Die Russen haben ein geringes Maß an Vertrauen. Zu diesem Schluss kommen Wissenschaftler des Instituts für Soziologie der Russischen Akademie der Wissenschaften (IS RAS), die die Einwohner von fünf Regionen im Süden Russlands – Kalmückien, Karatschai-Tscherkessien, Krim, Region Rostow und Gebiet Krasnodar – befragten. Im Durchschnitt vertrauen nur zwischen 20 und 25 Prozent der Russen anderen Menschen.
Gleichzeitig ist das Vertrauen unter denjenigen, die ihre finanzielle Situation als gut einschätzen, doppelt so hoch: 50 Prozent. Dies entspricht den Ergebnissen der führenden Länder in Bezug auf diesen Indikator. In den Niederlanden und den skandinavischen Ländern liegt der Vertrauensgrad zum Beispiel bei über 60 Prozent.

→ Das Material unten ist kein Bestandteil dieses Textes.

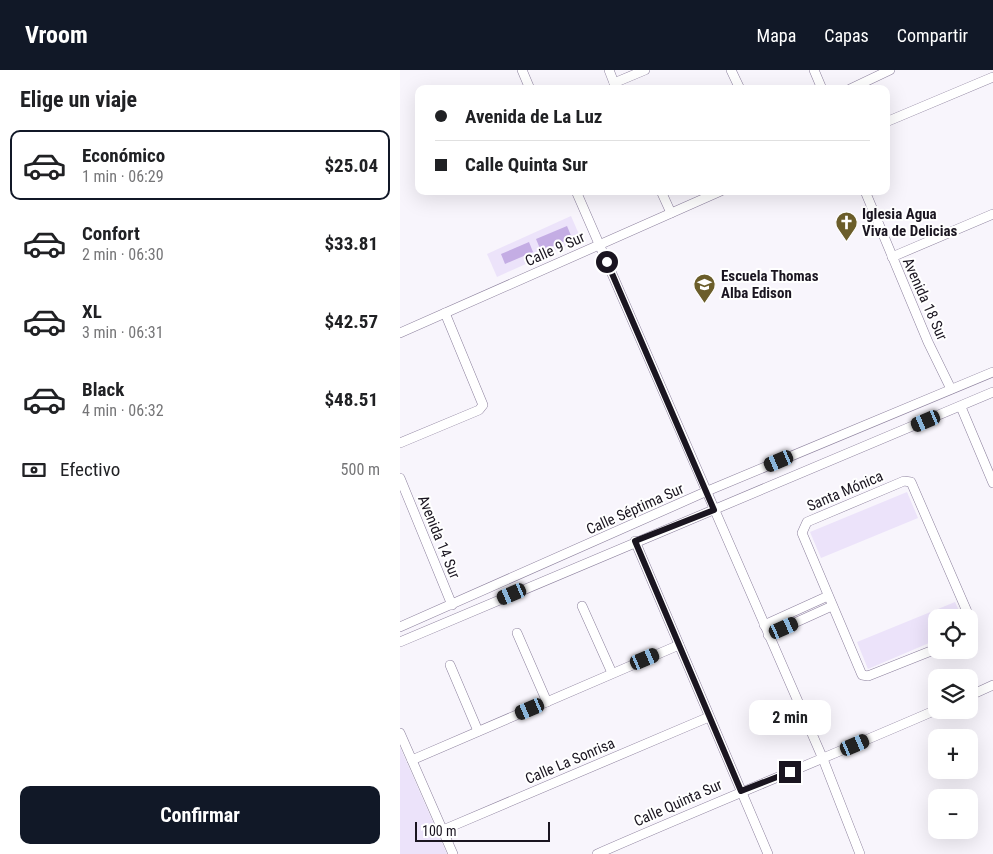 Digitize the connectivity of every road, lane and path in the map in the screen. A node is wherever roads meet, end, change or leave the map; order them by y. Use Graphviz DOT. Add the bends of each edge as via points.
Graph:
graph roads {
  1 [pos="522,70"];
  2 [pos="608,70"];
  3 [pos="644,70"];
  4 [pos="731,70"];
  5 [pos="814,70"];
  6 [pos="890,70"];
  7 [pos="993,77"];
  8 [pos="528,85"];
  9 [pos="616,85"];
  10 [pos="618,85"];
  11 [pos="738,85"];
  12 [pos="820,85"];
  13 [pos="858,85"];
  14 [pos="890,120"];
  15 [pos="578,195"];
  16 [pos="663,195"];
  17 [pos="713,195"];
  18 [pos="866,195"];
  19 [pos="671,213"];
  20 [pos="993,214"];
  21 [pos="599,244"];
  22 [pos="892,257"];
  23 [pos="445,313"];
  24 [pos="400,333"];
  25 [pos="993,372"];
  26 [pos="951,389"];
  27 [pos="993,392"];
  28 [pos="961,407"];
  29 [pos="400,443"];
  30 [pos="400,478"];
  31 [pos="993,483"];
  32 [pos="706,492"];
  33 [pos="714,510"];
  34 [pos="635,541"];
  35 [pos="828,596"];
  36 [pos="452,605"];
  37 [pos="582,606"];
  38 [pos="832,606"];
  39 [pos="966,609"];
  40 [pos="764,625"];
  41 [pos="400,627"];
  42 [pos="516,633"];
  43 [pos="768,635"];
  44 [pos="400,642"];
  45 [pos="679,645"];
  46 [pos="928,652"];
  47 [pos="450,665"];
  48 [pos="612,674"];
  49 [pos="993,685"];
  50 [pos="978,692"];
  51 [pos="547,702"];
  52 [pos="928,713"];
  53 [pos="709,717"];
  54 [pos="478,731"];
  55 [pos="400,733"];
  56 [pos="823,759"];
  57 [pos="412,760"];
  58 [pos="741,791"];
  59 [pos="443,830"];
  60 [pos="453,854"];
  61 [pos="597,854"];
  62 [pos="768,854"];
  63 [pos="860,854"];
  1 -- 8 [label="street"];
  2 -- 9 [label="street"];
  3 -- 10 [label="street"];
  4 -- 11 [label="street"];
  5 -- 12 [label="street"];
  6 -- 13 [label="street"];
  7 -- 14 [label="street"];
  15 -- 21 [label="street"];
  16 -- 19 [label="street"];
  17 -- 19 [label="street, Calle 9 Sur"];
  18 -- 22 [label="street, Avenida 18 Sur"];
  19 -- 21 [label="street, Calle 9 Sur"];
  20 -- 22 [label="street"];
  21 -- 23 [label="street, Calle 9 Sur"];
  21 -- 32 [label="street"];
  22 -- 26 [label="street, Avenida 18 Sur"];
  23 -- 24 [label="street, Calle 9 Sur"];
  23 -- 29 [label="street" via="483,405 479,410"];
  25 -- 26 [label="street, Calle Séptima Sur"];
  26 -- 32 [label="street, Calle Séptima Sur"];
  27 -- 28 [label="street, Calle Séptima Sur"];
  28 -- 31 [label="street"];
  28 -- 33 [label="street, Calle Séptima Sur"];
  30 -- 36 [label="street, Avenida 14 Sur"];
  32 -- 33 [label="street"];
  32 -- 36 [label="street, Calle Séptima Sur"];
  33 -- 34 [label="street, Calle Séptima Sur"];
  33 -- 40 [label="street"];
  34 -- 44 [label="street, Calle Séptima Sur"];
  34 -- 45 [label="street"];
  35 -- 38 [label="street, Santa Mónica"];
  35 -- 39 [label="street, Santa Mónica" via="802,532 804,524 908,481 914,484"];
  35 -- 40 [label="street"];
  36 -- 41 [label="street, Calle Séptima Sur"];
  37 -- 48 [label="street"];
  38 -- 43 [label="street"];
  38 -- 46 [label="street, Santa Mónica" via="864,676"];
  40 -- 43 [label="street"];
  42 -- 51 [label="street"];
  43 -- 56 [label="street"];
  45 -- 48 [label="street"];
  45 -- 53 [label="street"];
  47 -- 54 [label="street"];
  48 -- 51 [label="street"];
  49 -- 50 [label="street"];
  51 -- 54 [label="street"];
  52 -- 56 [label="street, Calle Quinta Sur"];
  53 -- 58 [label="street"];
  53 -- 59 [label="street, Calle La Sonrisa"];
  54 -- 57 [label="street"];
  55 -- 57 [label="street"];
  56 -- 58 [label="street, Calle Quinta Sur"];
  56 -- 63 [label="street"];
  57 -- 59 [label="street"];
  58 -- 61 [label="street, Calle Quinta Sur"];
  58 -- 62 [label="street"];
  59 -- 60 [label="street"];
} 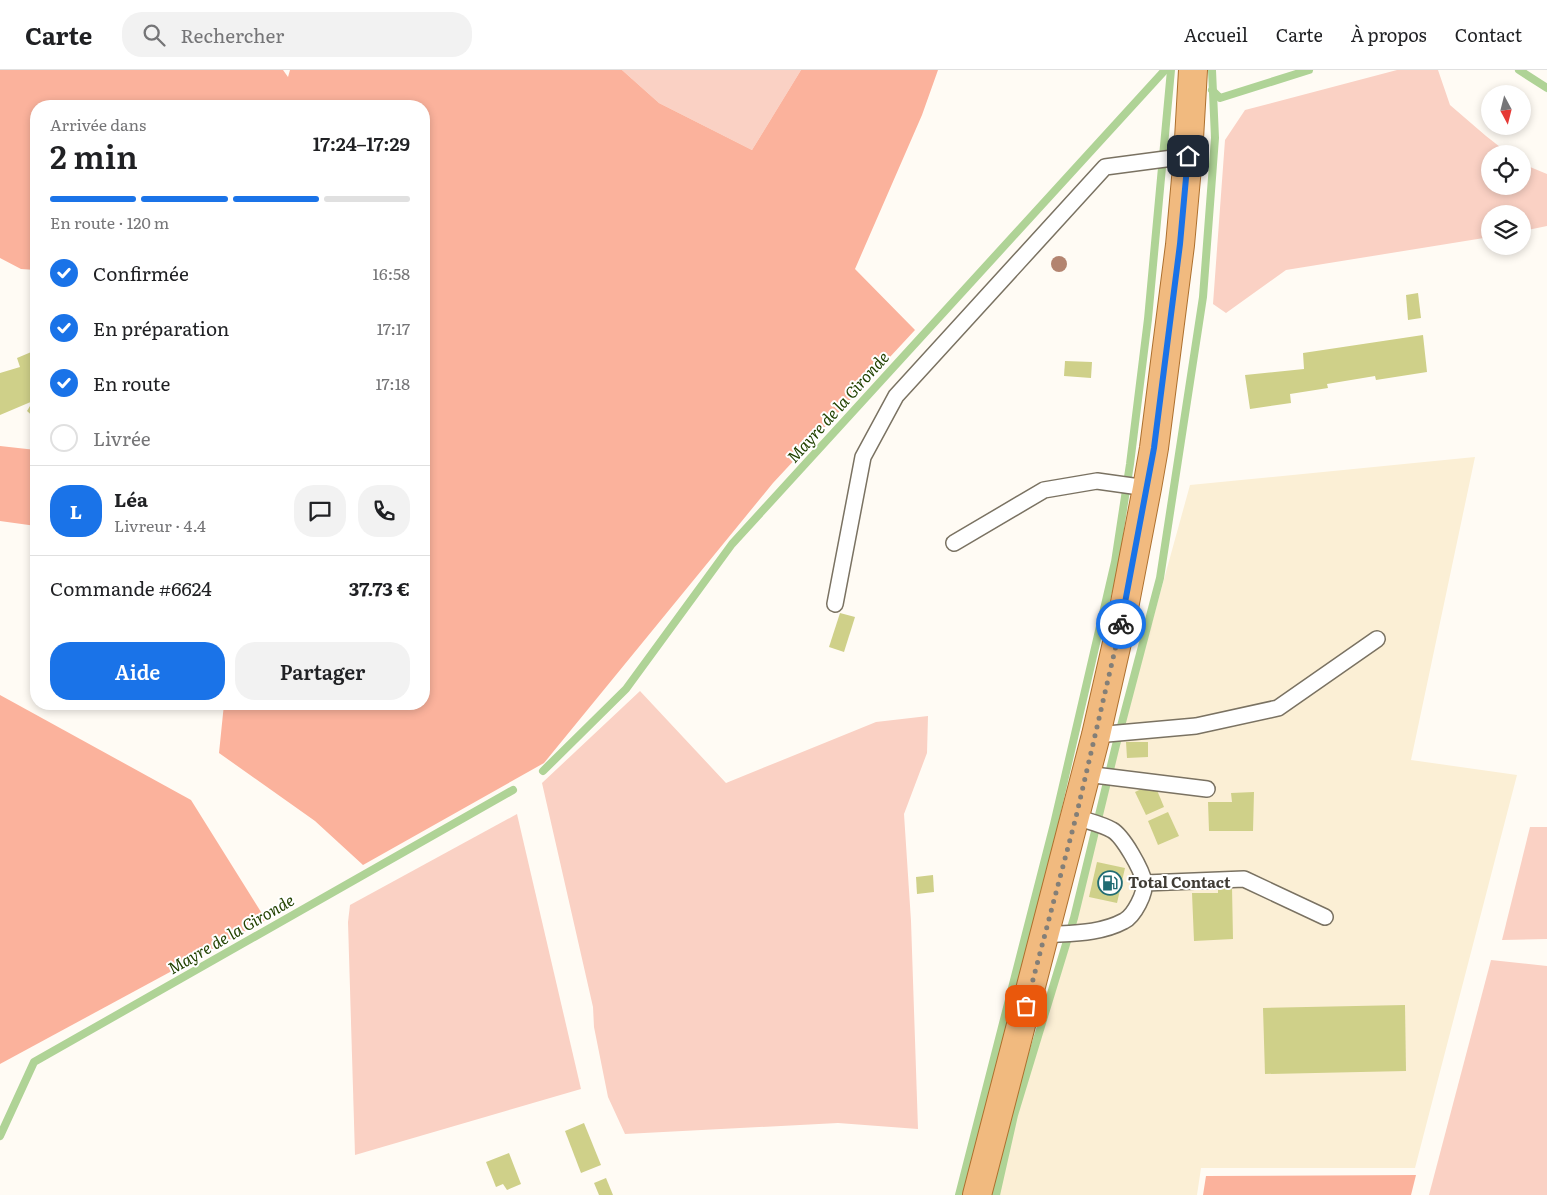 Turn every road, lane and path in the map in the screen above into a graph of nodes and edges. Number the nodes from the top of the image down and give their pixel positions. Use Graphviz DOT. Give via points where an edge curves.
graph roads {
  1 [pos="1193,70"];
  2 [pos="1188,156"];
  3 [pos="1147,488"];
  4 [pos="954,543"];
  5 [pos="835,604"];
  6 [pos="1377,639"];
  7 [pos="1096,735"];
  8 [pos="1086,774"];
  9 [pos="1207,789"];
  10 [pos="1076,817"];
  11 [pos="1144,883"];
  12 [pos="1325,917"];
  13 [pos="1045,935"];
  14 [pos="977,1195"];
  1 -- 2 [label="main road"];
  2 -- 3 [label="main road" via="1180,244"];
  2 -- 5 [label="lane" via="1105,167 896,396 862,457"];
  3 -- 4 [label="lane" via="1098,481 1044,490"];
  3 -- 7 [label="main road"];
  6 -- 7 [label="lane" via="1278,708 1196,726"];
  7 -- 8 [label="main road"];
  8 -- 9 [label="lane"];
  8 -- 10 [label="main road"];
  10 -- 11 [label="lane" via="1114,830 1130,852"];
  10 -- 13 [label="main road"];
  11 -- 12 [label="lane" via="1244,878"];
  11 -- 13 [label="lane" via="1138,908 1125,921 1099,931"];
  13 -- 14 [label="main road"];
}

Bei den armen Russen liegt der Vertrauensgrad jedoch nur bei 11 Prozent. Der Unterschied in Sachen Vertrauen zwischen Arm und Reich in Russland ist damit so groß, dass man meinen könnte, es handele sich um verschiedene Länder.
Darüber hinaus untersuchte der IS RAS den Grad des Vertrauens zwischen den verschiedenen Völkern Südrusslands. Am niedrigsten war das Vertrauen bei den Russen – nur 28 Prozent. Am höchsten war es bei den Türken mit 50 Prozent. Das Vertrauen der Armenier liegt bei 42,6 Prozent. Es stellt sich heraus, dass es auch nach diesem Parameter innerhalb Russlands quasi zwei Länder gibt – Russen und Nicht-Russen.
„Soziologen erklären diesen Unterschied mit der Armut und der Selbstwahrnehmung der „Unsicherheit“ der russischen Bevölkerung in Südrussland. Erklärungen aus Fokusgruppen:
„Wir haben Probleme in der interethnischen Sphäre aufgrund des depressiven Charakters der Gebiete… aufgrund des Mangels an Arbeitsplätzen, des Wassermangels, der schlechten Entwicklung von Wohnungsmarkt und Versorgungseinrichtungen, des Arbeitsmarktes und der wirtschaftlichen Spaltung der Bevölkerung. Hinzu kommen Landmangel in der Umgebung von Siedlungen, teure Pachtpreise für Grundstücke, Probleme bei der Bodennutzung und den landwirtschaftlichen Techniken. Die Vertreter slawischer Volksgruppen werden alt und gehen weg und die jungen Leute wollen in die Großstädte ziehen. Die Vertretung ethnischer Gruppen in der Kommunalverwaltung nimmt somit zu.
Doch im Gegensatz zu anderen Nationen reagieren die Russen auf diese Probleme nicht mit mehr Zusammenhalt, sondern eher mit mehr Rückzug („jeder für sich“)“, kommentiert der Journalist und Blogger Pawel Prjannikow dieses Phänomen auf seinem Telegramkanal „Deuter“.
Bereits 2013 zeigte die Studie „Verbraucherverhalten durch das Prisma von Vertrauen und Verantwortung“ des unabhängigen Meinungsforschungsinstituts Lewada-Zentrum, dass die Russen sich kaum einander vertrauen: Während das Bewusstsein und der Wohlstand zunehmen, nimmt das Vertrauen in die Mitmenschen ab. Und laut dem International Social Survey Programme stimmten 2008 in 29 Ländern durchschnittlich 45 Prozent der Befragten der Aussage „Menschen kann man vertrauen“ zu. In Russland waren es nur 27 Prozent.
Auf die Entfremdung oder Atomisierung der russischen Gesellschaft weist auch die Politologin Ekaterina Schulmann hin: „Die Atomisierung ist in der Tat eines der Hauptmerkmale der russischen Gesellschaft und hat in den letzten 20 Jahren nur noch zugenommen. Selbst in der ersten Hälfte der 90er Jahre, als alle gewohnten gesellschaftlichen Strukturen zusammenbrachen, war ein höherer Prozentsatz der Befragten der Meinung, dass man den Menschen grundsätzlich vertrauen kann“.